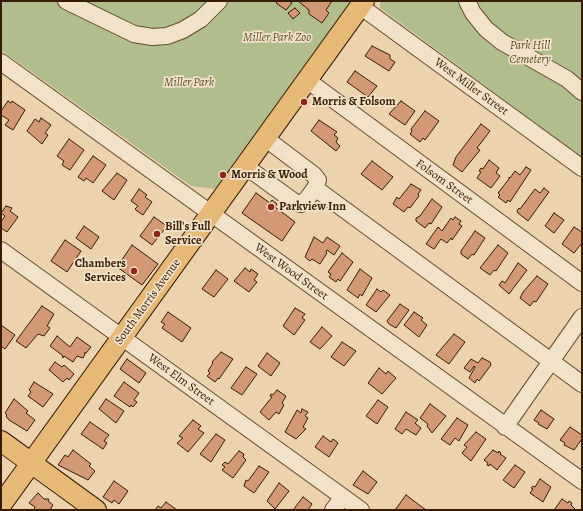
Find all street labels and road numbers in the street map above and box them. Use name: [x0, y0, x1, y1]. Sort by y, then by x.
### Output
street label: West Miller Street: [431, 55, 511, 119]
street label: Folsom Street: [413, 156, 475, 208]
street label: West Wood Street: [251, 240, 331, 304]
street label: South Morris Avenue: [112, 256, 184, 348]
street label: West Elm Street: [145, 351, 217, 409]

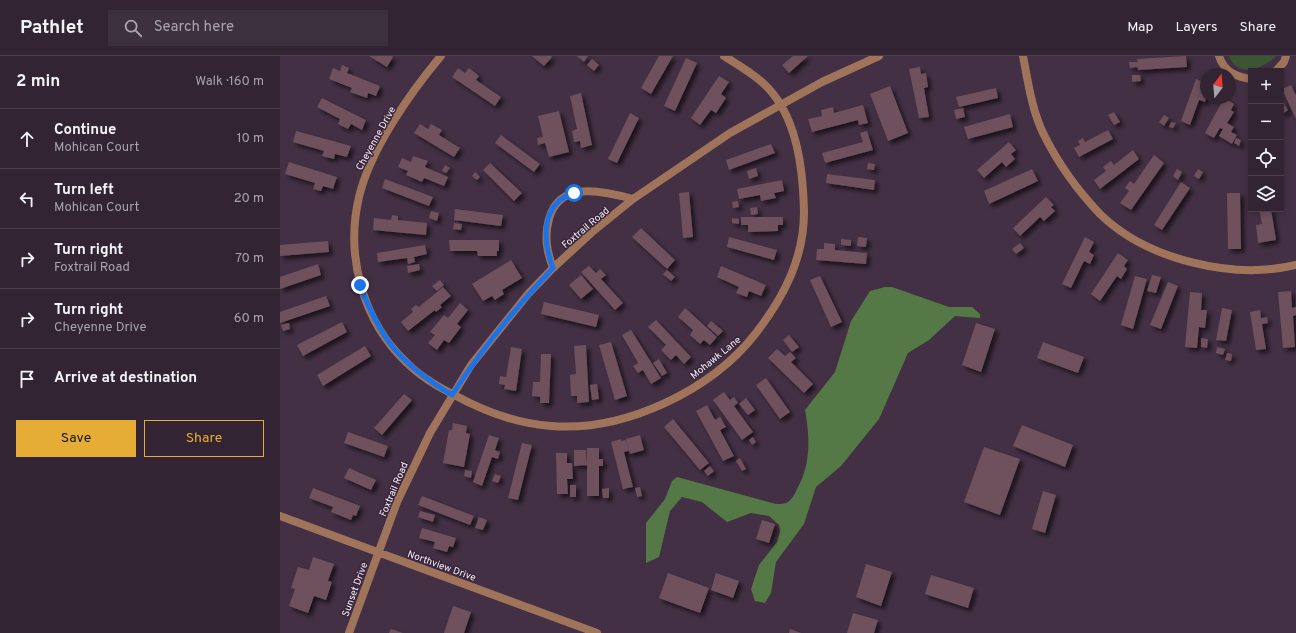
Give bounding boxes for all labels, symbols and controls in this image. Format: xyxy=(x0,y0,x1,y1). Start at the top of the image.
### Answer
search box xyxy=(108,10,388,46)
text: Pathlet xyxy=(20,16,84,40)
icon: search xyxy=(122,17,144,39)
text: Search here xyxy=(154,18,234,37)
text: Map xyxy=(1127,19,1153,36)
text: Layers xyxy=(1175,19,1217,36)
text: Share xyxy=(1239,19,1276,36)
north arrow xyxy=(1200,68,1236,104)
map controls xyxy=(1248,68,1284,212)
button: + xyxy=(1248,68,1284,104)
text: 2 min xyxy=(16,71,60,93)
text: Walk · 160 m xyxy=(195,74,264,90)
street label: Cheyenne Drive xyxy=(353,104,399,173)
button: − xyxy=(1248,104,1284,140)
text: Continue xyxy=(54,121,116,140)
icon: ahead xyxy=(16,128,38,150)
text: 10 m xyxy=(237,131,264,147)
text: Mohican Court xyxy=(54,140,139,156)
button: locate xyxy=(1248,140,1284,176)
button: layers xyxy=(1248,176,1284,212)
text: Turn left xyxy=(54,181,114,200)
route start xyxy=(565,184,583,202)
icon: left xyxy=(16,188,38,210)
text: 20 m xyxy=(234,191,264,207)
text: Mohican Court xyxy=(54,200,139,216)
street label: Foxtrail Road xyxy=(559,204,612,252)
text: Turn right xyxy=(54,241,123,260)
icon: right xyxy=(16,248,38,270)
text: 70 m xyxy=(235,251,264,267)
text: Foxtrail Road xyxy=(54,260,130,276)
route end xyxy=(351,276,369,294)
text: Turn right xyxy=(54,301,123,320)
icon: right xyxy=(16,308,38,330)
text: 60 m xyxy=(234,311,264,327)
text: Cheyenne Drive xyxy=(54,320,146,336)
street label: Mohawk Lane xyxy=(688,334,744,383)
icon: arrive xyxy=(16,368,38,390)
text: Arrive at destination xyxy=(54,369,197,388)
button: Save xyxy=(16,420,136,457)
button: Share xyxy=(144,420,264,457)
street label: Foxtrail Road xyxy=(377,460,412,519)
street label: Northview Drive xyxy=(405,548,478,585)
street label: Sunset Drive xyxy=(340,561,371,619)

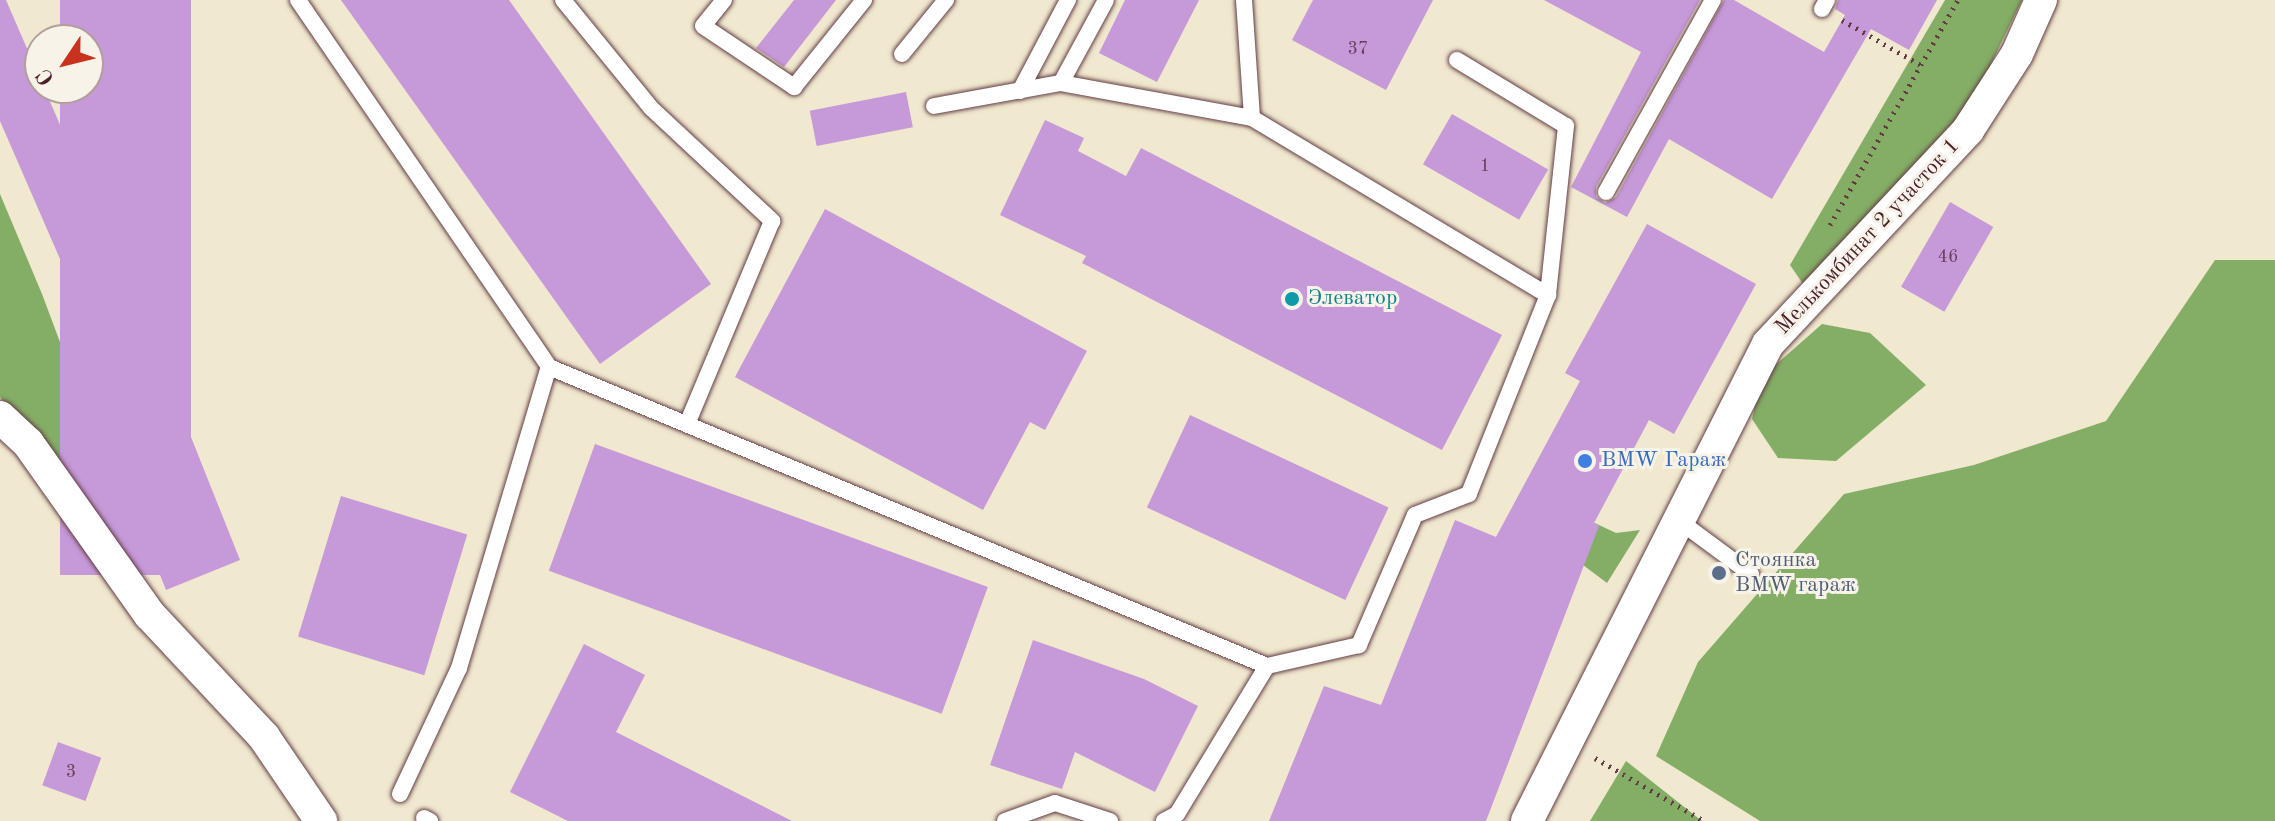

* [YOUR GOAL]
Leaving the pictures out, reproduce the entries above exactly.

* [FINISHED TASK]
Find all street labels and road numbers in the street map above and box them. Use name: [x0, y0, x1, y1]. Sort by y, then by x.
### Output
street label: West Miller Street: [431, 55, 511, 119]
street label: Folsom Street: [413, 156, 475, 208]
street label: West Wood Street: [251, 240, 331, 304]
street label: South Morris Avenue: [112, 256, 184, 348]
street label: West Elm Street: [145, 351, 217, 409]

Give bounding boxes for all labels, symbols and controls in this image. Format: xyxy=(x0,y0,x1,y1). Start at the top of the image.
### Answer
search box xyxy=(108,10,388,46)
text: Pathlet xyxy=(20,16,84,40)
icon: search xyxy=(122,17,144,39)
text: Search here xyxy=(154,18,234,37)
text: Map xyxy=(1127,19,1153,36)
text: Layers xyxy=(1175,19,1217,36)
text: Share xyxy=(1239,19,1276,36)
north arrow xyxy=(1200,68,1236,104)
map controls xyxy=(1248,68,1284,212)
button: + xyxy=(1248,68,1284,104)
text: 2 min xyxy=(16,71,60,93)
text: Walk · 160 m xyxy=(195,74,264,90)
street label: Cheyenne Drive xyxy=(353,104,399,173)
button: − xyxy=(1248,104,1284,140)
text: Continue xyxy=(54,121,116,140)
icon: ahead xyxy=(16,128,38,150)
text: 10 m xyxy=(237,131,264,147)
text: Mohican Court xyxy=(54,140,139,156)
button: locate xyxy=(1248,140,1284,176)
button: layers xyxy=(1248,176,1284,212)
text: Turn left xyxy=(54,181,114,200)
route start xyxy=(565,184,583,202)
icon: left xyxy=(16,188,38,210)
text: 20 m xyxy=(234,191,264,207)
text: Mohican Court xyxy=(54,200,139,216)
street label: Foxtrail Road xyxy=(559,204,612,252)
text: Turn right xyxy=(54,241,123,260)
icon: right xyxy=(16,248,38,270)
text: 70 m xyxy=(235,251,264,267)
text: Foxtrail Road xyxy=(54,260,130,276)
route end xyxy=(351,276,369,294)
text: Turn right xyxy=(54,301,123,320)
icon: right xyxy=(16,308,38,330)
text: 60 m xyxy=(234,311,264,327)
text: Cheyenne Drive xyxy=(54,320,146,336)
street label: Mohawk Lane xyxy=(688,334,744,383)
icon: arrive xyxy=(16,368,38,390)
text: Arrive at destination xyxy=(54,369,197,388)
button: Save xyxy=(16,420,136,457)
button: Share xyxy=(144,420,264,457)
street label: Foxtrail Road xyxy=(377,460,412,519)
street label: Northview Drive xyxy=(405,548,478,585)
street label: Sunset Drive xyxy=(340,561,371,619)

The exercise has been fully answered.